どこにいようと瀟洒(しょうしゃ)なこの軍師は、地下牢の空気が苦しいだろうに、それでも平気なフリをして、つづけてくる。

「程子文を殺したのは、おまえではないことは知っている。

程子文の部屋にいたというだけだ、ちがうか」

「そうだ」

「程子文の部屋に、ほかにだれか人はいなかったか」


斐仁は思い出していた。

『あの男』に教えられるまま、程子文の部屋に入った。

そこに、家族の仇がいるのだと教えられたためである。

程子文の部屋だということは、知らなかった。


入ってみると、さすがの斐仁も仰天するほどに切り裂かれた男の死体が転がっていた。

顔の判別すらできなかった。

これほど丁寧に切り裂かれた死体を、斐仁は見たことがないほどだった。

長い時間をかけて殺したのだと思う。

あたりにはむっとした血の匂いが生々しく立ち込め、呼吸をするのがいとわしいほどだった。

あまりの惨劇の様子に、斐仁は悲鳴をあげた。


これまで、どんな残酷な場面に出くわしても、こころを動かさないよう訓練を受けていたのだが、その死体を前にしてはだめだった。

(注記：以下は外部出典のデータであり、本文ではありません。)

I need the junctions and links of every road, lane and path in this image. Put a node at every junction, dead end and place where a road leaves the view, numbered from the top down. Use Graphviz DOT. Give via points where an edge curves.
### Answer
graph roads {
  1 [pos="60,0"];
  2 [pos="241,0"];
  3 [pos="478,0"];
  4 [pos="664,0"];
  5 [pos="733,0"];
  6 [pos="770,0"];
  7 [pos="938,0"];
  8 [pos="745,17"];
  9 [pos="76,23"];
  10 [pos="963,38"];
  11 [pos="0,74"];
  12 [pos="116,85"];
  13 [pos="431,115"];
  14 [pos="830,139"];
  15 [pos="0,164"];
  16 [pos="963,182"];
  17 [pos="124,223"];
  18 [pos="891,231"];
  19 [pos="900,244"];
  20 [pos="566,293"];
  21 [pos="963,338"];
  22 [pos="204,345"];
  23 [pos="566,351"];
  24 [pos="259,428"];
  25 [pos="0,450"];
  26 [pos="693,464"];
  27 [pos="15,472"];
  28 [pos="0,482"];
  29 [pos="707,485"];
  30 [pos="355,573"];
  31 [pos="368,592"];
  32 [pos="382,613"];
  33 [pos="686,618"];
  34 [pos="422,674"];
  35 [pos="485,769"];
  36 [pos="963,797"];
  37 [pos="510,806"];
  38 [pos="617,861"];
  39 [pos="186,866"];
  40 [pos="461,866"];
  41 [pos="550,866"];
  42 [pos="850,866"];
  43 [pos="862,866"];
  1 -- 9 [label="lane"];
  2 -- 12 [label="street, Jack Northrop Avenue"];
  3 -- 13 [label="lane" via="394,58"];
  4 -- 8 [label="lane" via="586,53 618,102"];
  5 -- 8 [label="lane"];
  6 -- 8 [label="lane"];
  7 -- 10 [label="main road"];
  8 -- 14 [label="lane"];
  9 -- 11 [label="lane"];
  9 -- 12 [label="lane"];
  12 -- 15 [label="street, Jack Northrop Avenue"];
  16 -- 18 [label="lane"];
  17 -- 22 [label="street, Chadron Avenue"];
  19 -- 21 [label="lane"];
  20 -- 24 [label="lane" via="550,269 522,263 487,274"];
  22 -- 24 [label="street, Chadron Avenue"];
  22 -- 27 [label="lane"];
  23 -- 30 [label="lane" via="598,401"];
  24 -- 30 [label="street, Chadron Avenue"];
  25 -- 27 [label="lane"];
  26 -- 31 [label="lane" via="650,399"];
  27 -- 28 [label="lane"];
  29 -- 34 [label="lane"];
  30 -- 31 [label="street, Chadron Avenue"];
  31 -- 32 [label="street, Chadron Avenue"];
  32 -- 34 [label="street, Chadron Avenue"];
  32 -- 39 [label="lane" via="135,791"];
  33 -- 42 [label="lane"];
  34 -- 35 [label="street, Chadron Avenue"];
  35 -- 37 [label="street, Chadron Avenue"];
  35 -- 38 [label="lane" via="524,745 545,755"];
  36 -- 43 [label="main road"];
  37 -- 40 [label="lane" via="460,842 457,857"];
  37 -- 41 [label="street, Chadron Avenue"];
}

というのも、そこには狂気のほか、殺人者のゆがんだ喜悦が感じられたからである。

人が、これほどひどいことを人にできるのか。

自分がさんざん悪事をしてきたことを棚に上げ、斐仁はそう(いぶか)った。


悲鳴を聞きつけて、花安英(かあんえい)がやってきた。

きゃんきゃんとうるさい小僧で、程子文を斐仁が殺したのだと騒ぎ立て、その場で捕らえられた。

わけがわからないまま蔡瑁に取り調べられ、そこではじめて、死んだのがほんとうに程子文だったと知った。


程子文。程範(ていはん)

義陽(ぎよう)の士大夫の息子だと自称していた嘘つき男。

いままで綱渡りのような人生を送っていた。

それがとうとう、派手に転落したというわけである。